How do I prove that $A^{-1}$ has the same block structure in its Jordan canonical form as $A$ does?
For each $x\in \mathbb{C}^n, A(x)=\lambda x$ iff $A^{-1}(x)=1/\lambda x$. Hence, they have exactly the same number of distinct eigenvalues.
So WLOG, we only need to check for the case $A$ has exactly one eigenvalue $\lambda$.
Consider a cycle of generalized eigenvectors of $A$ corresponding to $\lambda$. That is, $\{v_1,...,v_k\}$. However, this does not need to be a cycle of generalized eigenvectors of $A^{-1}$ corresponding to $1/\lambda$. So I don't have a clue here.

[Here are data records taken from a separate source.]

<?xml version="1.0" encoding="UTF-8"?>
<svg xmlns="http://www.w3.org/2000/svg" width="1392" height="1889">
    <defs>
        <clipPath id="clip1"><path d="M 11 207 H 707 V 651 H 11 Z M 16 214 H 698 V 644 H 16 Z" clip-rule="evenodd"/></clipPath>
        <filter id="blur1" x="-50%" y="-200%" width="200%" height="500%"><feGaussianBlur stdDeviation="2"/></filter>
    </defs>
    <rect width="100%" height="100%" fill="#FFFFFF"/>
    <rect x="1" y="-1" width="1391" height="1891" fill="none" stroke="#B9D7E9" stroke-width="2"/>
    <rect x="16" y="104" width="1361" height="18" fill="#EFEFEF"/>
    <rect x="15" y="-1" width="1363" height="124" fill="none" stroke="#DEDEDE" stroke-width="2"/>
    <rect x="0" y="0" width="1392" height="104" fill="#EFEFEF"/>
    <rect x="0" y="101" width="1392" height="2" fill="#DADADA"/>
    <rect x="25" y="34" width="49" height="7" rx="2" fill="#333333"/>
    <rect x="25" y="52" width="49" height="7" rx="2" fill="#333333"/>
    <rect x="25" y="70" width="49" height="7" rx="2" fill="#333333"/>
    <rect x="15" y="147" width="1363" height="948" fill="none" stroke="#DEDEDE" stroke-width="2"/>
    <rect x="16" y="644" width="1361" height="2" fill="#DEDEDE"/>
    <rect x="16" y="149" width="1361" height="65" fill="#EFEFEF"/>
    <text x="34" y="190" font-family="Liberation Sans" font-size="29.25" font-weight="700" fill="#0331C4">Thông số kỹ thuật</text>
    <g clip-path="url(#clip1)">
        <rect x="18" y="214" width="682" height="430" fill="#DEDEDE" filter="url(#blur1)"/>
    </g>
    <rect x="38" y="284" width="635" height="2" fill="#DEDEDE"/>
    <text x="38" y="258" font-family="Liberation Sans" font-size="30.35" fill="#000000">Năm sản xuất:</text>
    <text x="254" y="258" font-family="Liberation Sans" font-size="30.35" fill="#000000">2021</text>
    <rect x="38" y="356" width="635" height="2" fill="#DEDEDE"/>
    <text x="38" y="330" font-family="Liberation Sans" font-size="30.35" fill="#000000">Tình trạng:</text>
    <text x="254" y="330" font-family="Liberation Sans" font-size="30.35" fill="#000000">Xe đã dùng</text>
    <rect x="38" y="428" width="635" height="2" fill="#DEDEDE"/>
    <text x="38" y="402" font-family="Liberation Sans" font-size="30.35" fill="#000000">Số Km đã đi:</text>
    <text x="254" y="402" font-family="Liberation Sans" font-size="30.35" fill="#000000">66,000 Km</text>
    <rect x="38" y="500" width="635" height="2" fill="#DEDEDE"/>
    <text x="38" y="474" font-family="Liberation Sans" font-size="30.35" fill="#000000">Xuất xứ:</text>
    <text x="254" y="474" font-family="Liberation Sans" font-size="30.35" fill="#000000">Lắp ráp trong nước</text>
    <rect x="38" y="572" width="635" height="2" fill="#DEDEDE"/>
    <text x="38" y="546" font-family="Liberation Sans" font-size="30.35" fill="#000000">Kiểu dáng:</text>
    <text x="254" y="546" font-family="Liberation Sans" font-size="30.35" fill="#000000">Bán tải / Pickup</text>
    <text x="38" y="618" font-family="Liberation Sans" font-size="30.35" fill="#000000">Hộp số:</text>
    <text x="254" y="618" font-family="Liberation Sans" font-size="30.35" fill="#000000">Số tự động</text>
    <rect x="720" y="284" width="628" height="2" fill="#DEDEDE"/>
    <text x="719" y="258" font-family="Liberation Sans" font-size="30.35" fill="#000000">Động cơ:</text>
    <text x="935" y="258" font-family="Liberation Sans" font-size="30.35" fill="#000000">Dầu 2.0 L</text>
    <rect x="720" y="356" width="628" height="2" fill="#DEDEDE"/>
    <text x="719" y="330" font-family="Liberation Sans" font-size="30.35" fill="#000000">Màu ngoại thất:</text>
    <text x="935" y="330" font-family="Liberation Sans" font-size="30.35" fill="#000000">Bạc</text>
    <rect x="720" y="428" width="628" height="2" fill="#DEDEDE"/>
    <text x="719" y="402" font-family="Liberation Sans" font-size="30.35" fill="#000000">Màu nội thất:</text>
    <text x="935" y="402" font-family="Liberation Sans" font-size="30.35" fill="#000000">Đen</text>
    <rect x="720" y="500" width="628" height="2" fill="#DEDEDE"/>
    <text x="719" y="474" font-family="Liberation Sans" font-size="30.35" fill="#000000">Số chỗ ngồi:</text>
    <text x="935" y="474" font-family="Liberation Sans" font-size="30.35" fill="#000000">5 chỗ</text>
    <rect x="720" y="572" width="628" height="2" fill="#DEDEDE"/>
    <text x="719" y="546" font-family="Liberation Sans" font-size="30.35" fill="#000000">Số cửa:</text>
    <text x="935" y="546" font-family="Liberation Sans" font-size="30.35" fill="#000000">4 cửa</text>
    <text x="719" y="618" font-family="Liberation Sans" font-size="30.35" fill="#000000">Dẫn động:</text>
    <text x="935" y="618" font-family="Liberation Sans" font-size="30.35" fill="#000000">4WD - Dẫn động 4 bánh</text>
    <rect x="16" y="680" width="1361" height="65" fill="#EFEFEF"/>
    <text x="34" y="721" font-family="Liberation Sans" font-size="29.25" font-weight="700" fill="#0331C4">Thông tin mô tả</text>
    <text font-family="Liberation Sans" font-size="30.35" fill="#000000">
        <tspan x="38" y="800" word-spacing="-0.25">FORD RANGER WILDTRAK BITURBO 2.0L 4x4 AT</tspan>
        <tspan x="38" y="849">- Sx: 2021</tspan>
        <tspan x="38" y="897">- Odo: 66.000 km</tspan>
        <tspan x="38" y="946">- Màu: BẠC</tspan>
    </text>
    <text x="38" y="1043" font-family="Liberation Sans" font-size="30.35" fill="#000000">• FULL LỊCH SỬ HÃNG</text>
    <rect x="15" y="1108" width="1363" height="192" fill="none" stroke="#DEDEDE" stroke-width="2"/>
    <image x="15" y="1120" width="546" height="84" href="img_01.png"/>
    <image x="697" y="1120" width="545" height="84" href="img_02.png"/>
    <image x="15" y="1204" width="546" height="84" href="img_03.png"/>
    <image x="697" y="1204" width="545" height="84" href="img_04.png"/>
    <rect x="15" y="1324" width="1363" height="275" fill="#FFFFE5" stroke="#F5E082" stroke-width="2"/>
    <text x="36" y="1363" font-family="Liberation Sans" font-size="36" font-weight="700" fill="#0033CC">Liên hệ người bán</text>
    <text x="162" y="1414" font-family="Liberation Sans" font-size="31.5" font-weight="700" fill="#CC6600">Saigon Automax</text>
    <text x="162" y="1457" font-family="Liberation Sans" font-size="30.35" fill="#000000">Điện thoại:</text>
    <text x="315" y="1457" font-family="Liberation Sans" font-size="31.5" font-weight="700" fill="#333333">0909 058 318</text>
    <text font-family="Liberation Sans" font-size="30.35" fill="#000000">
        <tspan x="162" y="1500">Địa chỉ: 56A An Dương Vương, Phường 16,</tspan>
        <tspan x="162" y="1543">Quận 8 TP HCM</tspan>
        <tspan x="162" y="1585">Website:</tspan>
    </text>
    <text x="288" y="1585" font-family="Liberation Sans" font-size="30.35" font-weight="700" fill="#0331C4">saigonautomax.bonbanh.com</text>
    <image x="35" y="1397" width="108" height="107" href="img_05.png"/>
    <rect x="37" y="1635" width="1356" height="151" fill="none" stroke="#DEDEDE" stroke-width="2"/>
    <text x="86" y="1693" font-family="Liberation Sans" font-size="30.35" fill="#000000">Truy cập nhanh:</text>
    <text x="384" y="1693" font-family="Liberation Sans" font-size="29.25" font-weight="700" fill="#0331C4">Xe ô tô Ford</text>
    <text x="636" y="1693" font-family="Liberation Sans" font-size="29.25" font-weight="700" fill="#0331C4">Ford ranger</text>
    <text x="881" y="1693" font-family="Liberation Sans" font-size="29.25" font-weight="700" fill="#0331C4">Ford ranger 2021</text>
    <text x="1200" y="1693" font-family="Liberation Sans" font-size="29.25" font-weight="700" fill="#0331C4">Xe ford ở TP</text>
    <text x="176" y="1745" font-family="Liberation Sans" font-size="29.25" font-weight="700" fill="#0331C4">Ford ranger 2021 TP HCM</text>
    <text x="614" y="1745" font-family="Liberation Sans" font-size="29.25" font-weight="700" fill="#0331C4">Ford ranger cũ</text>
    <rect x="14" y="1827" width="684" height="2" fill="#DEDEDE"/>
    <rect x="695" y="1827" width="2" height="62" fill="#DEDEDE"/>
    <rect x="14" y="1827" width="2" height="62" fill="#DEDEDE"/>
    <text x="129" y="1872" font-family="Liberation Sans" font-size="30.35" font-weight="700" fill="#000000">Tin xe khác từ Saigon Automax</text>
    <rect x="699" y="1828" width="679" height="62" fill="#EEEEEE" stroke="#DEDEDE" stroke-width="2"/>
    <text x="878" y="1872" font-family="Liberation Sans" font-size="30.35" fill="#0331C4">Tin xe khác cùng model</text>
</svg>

How do I prove it?
 A: Suppose the Jordan canonical form of $A$ is given by the block diagonal form
$J = \operatorname{diag} (J_1,...,J_m)$, where each $J_k$ has the form
$J_k = \begin{bmatrix}
                 \lambda_k & 1 & 0 & \cdots & 0 \\
                  0 & \lambda_k & 1 & \cdots & 0 \\
                  0 & 0 & \lambda_k & \cdots & 0 \\
                  \vdots & & & & \vdots \\
                  0 & 0 & 0 & \cdots & \lambda_k
              \end{bmatrix}$.
Since $A$ is invertible, we see that each $J_k$ is invertible.
Then we see that
$J^{-1} = \operatorname{diag} (J_1^{-1},...,J_m^{-1})$.
Hence we only need to establish that the Jordan canonical form of $J_k^{-1}$ has the same form as $J_k$.
One simple way to do this is to note that
$J_k v = \lambda_k v_k$ iff $J_k^{-1} v = {1 \over \lambda_k} v$,
and so $\ker (J_k -\lambda_k I) = \ker (J_k^{-1}-{1 \over \lambda_k} I)$. In particular, $\dim \ker (J_k^{-1}-{1 \over \lambda_k} I) = 1$
and so the Jordan Canonical form of $J_k^{-1}$ is
$\begin{bmatrix}
                 {1 \over \lambda_k} & 1 & 0 & \cdots & 0 \\
                  0 & {1 \over \lambda_k} & 1 & \cdots & 0 \\
                  0 & 0 & {1 \over \lambda_k} & \cdots & 0 \\
                  \vdots & & & & \vdots \\
                  0 & 0 & 0 & \cdots & {1 \over \lambda_k}
              \end{bmatrix}$ (with the same dimensions as $J_k$,
of course).